Seizing on the news of Monday's tragic crash in Lake Ontario of a light airplane piloted by a Chicago lawyer, Mr. Barber acknowledges that the aircraft crashed south of the airport in Lake Ontario, "not, mercifully, just north of it".

The fact is that no flight path goes anywhere over the city north of City Centre Airport. All the flight-path approaches come in over Lake Ontario for safety reasons. In low-visibility conditions, no aircraft is anywhere near the population centres or the skyscrapers in downtown Toronto.

The deaths from a light-plane crash are always tragic for the families involved. Fortunately, because of Canada's rigorous pilot training and air-safety programs, they rarely occur. Even if it had crashed on land, a light plane weighs about the same as a compact car and would cause minimal damage.

It is certainly much safer and more pollution-free to reside near a controlled airport than beside a busy arterial road.

Keeping City Centre Airport is a smart choice, not only for Toronto, but for all of Ontario.

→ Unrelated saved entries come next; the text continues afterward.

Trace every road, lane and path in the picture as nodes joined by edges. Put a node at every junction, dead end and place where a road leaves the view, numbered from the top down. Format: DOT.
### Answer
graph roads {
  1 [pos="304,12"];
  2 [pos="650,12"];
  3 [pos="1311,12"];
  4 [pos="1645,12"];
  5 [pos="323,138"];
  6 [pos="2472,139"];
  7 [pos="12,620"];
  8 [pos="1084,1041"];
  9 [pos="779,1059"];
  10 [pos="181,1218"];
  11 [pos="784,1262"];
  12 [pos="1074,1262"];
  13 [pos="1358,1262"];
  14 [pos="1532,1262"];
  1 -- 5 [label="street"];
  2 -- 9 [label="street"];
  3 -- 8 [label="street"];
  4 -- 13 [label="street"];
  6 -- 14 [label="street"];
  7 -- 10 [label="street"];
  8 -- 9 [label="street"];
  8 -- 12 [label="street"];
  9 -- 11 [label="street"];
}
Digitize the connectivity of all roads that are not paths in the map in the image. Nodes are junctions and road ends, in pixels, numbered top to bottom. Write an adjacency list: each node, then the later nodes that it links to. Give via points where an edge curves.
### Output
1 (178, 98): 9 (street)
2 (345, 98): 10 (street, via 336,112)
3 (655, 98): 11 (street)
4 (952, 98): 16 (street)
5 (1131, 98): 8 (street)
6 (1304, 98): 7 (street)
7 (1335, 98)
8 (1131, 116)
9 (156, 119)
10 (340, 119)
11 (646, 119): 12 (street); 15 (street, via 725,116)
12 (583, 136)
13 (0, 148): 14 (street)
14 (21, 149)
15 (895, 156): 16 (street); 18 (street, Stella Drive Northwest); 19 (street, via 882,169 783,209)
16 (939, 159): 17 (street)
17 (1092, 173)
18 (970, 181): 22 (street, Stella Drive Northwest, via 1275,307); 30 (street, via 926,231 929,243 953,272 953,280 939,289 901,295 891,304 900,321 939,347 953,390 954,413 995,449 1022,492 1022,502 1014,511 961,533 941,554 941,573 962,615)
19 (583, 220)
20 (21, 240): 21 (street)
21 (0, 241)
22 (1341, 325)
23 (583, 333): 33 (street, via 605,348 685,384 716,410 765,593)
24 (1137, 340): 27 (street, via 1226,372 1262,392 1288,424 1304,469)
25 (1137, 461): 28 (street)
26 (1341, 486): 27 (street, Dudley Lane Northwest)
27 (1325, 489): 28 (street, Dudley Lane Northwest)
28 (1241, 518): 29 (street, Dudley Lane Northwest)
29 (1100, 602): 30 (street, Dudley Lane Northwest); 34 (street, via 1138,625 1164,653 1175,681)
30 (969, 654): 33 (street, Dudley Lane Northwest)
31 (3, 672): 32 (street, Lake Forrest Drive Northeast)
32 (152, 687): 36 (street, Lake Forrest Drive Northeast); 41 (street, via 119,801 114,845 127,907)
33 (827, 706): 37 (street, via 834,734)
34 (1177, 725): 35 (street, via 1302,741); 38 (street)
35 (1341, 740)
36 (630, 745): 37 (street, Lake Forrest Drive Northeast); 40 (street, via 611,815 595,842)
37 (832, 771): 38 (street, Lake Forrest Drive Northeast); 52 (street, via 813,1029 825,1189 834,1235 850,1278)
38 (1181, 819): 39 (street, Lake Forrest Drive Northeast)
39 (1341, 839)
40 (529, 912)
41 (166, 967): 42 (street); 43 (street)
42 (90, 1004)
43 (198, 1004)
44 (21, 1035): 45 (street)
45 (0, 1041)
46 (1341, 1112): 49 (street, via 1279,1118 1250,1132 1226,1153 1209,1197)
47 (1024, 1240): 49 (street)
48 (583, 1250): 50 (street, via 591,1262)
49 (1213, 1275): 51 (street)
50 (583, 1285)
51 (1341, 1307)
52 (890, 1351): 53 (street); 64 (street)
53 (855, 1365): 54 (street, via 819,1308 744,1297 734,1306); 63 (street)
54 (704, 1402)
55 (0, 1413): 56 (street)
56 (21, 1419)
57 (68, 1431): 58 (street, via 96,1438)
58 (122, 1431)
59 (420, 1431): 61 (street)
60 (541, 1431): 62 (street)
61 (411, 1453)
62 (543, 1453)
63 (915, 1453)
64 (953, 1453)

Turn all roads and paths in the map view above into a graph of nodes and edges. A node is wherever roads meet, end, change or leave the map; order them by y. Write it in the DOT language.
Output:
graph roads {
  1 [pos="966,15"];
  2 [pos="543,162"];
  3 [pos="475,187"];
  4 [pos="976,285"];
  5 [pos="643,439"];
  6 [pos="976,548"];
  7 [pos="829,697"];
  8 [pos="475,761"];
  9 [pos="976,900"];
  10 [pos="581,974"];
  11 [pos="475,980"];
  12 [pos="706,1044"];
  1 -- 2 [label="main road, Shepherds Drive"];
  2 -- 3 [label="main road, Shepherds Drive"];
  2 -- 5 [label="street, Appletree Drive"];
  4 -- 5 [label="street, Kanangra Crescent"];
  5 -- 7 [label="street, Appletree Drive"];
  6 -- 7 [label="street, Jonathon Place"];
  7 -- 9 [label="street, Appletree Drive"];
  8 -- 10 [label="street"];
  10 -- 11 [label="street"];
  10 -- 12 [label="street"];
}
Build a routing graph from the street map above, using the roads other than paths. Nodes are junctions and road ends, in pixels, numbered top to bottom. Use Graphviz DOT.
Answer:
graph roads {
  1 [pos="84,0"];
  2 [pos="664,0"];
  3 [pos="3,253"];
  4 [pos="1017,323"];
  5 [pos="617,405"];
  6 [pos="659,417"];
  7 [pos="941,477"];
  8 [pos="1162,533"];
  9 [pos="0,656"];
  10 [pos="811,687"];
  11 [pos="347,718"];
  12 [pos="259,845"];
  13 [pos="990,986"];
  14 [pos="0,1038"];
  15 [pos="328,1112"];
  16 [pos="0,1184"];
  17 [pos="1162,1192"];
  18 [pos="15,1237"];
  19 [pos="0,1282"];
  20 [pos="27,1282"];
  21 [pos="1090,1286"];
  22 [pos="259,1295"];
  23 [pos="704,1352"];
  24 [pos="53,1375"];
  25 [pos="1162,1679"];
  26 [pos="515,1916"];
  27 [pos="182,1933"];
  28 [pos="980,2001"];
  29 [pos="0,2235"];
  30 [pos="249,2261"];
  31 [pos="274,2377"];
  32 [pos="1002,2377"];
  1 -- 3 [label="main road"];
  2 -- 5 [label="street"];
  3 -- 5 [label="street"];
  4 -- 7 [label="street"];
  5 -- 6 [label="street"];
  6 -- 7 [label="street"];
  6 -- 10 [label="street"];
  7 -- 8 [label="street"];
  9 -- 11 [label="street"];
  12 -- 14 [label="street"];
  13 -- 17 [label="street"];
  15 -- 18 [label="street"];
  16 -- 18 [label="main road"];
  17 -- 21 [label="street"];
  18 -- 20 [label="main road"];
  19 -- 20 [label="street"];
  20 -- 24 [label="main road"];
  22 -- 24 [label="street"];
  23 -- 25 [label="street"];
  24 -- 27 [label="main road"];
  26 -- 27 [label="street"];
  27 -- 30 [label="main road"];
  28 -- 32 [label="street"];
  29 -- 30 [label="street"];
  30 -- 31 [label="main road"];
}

It hosts hundreds of air ambulance and emergency flights every year.

Travellers from downtown can reach Montreal, Ottawa, Chicago and New York hours faster than they would travelling through Pearson airport. Toronto City Council understands this and is wisely moving ahead to ensure the airport's future.



http://www.globeandmail.com/servlet/ArticleNews/TPStory/LAC/20030709/COLETS09-8//?query=airport

Sir LandsAlot
14th Jul 2003, 12:55
And regarding pollution at City Center, the "four stacks" attached to the coal burning power plant down the street produces far more pollution and smog than a bunch of Dash 8's ever will.

mstram
15th Jul 2003, 22:26
Yeah, but they are a great reporting point for VFR :)

( Of course they still would be even if they were inactive.)